■ WORK TASK: Repeat the listing below exactly.

■ EXCERPTED DATA:

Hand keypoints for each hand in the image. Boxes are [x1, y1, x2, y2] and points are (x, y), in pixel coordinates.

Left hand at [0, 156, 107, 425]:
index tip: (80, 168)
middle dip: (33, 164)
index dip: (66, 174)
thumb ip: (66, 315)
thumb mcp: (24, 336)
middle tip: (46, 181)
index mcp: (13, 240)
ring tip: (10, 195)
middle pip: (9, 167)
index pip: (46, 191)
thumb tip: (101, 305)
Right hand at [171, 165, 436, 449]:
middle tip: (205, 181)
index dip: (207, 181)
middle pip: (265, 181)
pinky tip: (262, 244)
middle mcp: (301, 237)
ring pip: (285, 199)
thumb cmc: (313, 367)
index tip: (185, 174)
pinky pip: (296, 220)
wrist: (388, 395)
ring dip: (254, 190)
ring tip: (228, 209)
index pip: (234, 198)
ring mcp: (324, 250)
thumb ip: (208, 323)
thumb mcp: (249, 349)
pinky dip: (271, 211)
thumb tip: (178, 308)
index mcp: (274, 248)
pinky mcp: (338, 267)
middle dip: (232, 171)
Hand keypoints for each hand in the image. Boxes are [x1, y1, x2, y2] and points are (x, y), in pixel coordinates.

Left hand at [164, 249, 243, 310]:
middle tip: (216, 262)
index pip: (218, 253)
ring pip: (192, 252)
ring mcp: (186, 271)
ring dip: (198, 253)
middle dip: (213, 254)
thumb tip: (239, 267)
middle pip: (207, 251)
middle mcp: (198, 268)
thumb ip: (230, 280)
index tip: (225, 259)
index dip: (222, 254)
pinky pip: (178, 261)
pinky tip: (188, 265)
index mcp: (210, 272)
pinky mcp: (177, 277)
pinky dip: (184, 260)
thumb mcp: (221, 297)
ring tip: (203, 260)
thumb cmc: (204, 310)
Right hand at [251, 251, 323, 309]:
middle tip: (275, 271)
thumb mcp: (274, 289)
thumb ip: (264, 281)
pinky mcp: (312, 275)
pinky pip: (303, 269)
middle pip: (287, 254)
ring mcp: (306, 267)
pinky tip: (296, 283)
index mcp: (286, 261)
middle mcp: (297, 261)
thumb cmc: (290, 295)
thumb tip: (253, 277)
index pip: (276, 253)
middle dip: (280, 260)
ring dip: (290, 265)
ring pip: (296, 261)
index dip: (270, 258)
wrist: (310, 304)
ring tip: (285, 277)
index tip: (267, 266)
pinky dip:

■ RESPONSE TO THE EXERCISE:
Hand keypoints for each hand in the image. Boxes are [x1, y1, x2, y2] and points are (x, y), in pixel coordinates.

Left hand at [0, 156, 107, 425]:
index tip: (80, 168)
middle dip: (33, 164)
index dip: (66, 174)
thumb ip: (66, 315)
thumb mcp: (24, 336)
middle tip: (46, 181)
index mcp: (13, 240)
ring tip: (10, 195)
middle pip: (9, 167)
index pip: (46, 191)
thumb tip: (101, 305)
Right hand at [171, 165, 436, 449]:
middle tip: (205, 181)
index dip: (207, 181)
middle pip: (265, 181)
pinky tip: (262, 244)
middle mcp: (301, 237)
ring pip: (285, 199)
thumb cmc: (313, 367)
index tip: (185, 174)
pinky pip: (296, 220)
wrist: (388, 395)
ring dip: (254, 190)
ring tip: (228, 209)
index pip: (234, 198)
ring mcp: (324, 250)
thumb ip: (208, 323)
thumb mcp: (249, 349)
pinky dip: (271, 211)
thumb tip: (178, 308)
index mcp: (274, 248)
pinky mcp: (338, 267)
middle dip: (232, 171)
Hand keypoints for each hand in the image. Boxes are [x1, y1, x2, y2] and points are (x, y), in pixel coordinates.

Left hand at [164, 249, 243, 310]:
middle tip: (216, 262)
index pip: (218, 253)
ring pip: (192, 252)
ring mcp: (186, 271)
ring dip: (198, 253)
middle dip: (213, 254)
thumb tip: (239, 267)
middle pip: (207, 251)
middle mcp: (198, 268)
thumb ip: (230, 280)
index tip: (225, 259)
index dip: (222, 254)
pinky pip: (178, 261)
pinky tip: (188, 265)
index mcp: (210, 272)
pinky mcp: (177, 277)
pinky dip: (184, 260)
thumb mcp: (221, 297)
ring tip: (203, 260)
thumb cmc: (204, 310)
Right hand at [251, 251, 323, 309]:
middle tip: (275, 271)
thumb mcp: (274, 289)
thumb ip: (264, 281)
pinky mcp: (312, 275)
pinky pip: (303, 269)
middle pip: (287, 254)
ring mcp: (306, 267)
pinky tip: (296, 283)
index mcp: (286, 261)
middle mcp: (297, 261)
thumb cmc: (290, 295)
thumb tip: (253, 277)
index pip: (276, 253)
middle dip: (280, 260)
ring dip: (290, 265)
ring pip: (296, 261)
index dip: (270, 258)
wrist: (310, 304)
ring tip: (285, 277)
index tip: (267, 266)
pinky dip:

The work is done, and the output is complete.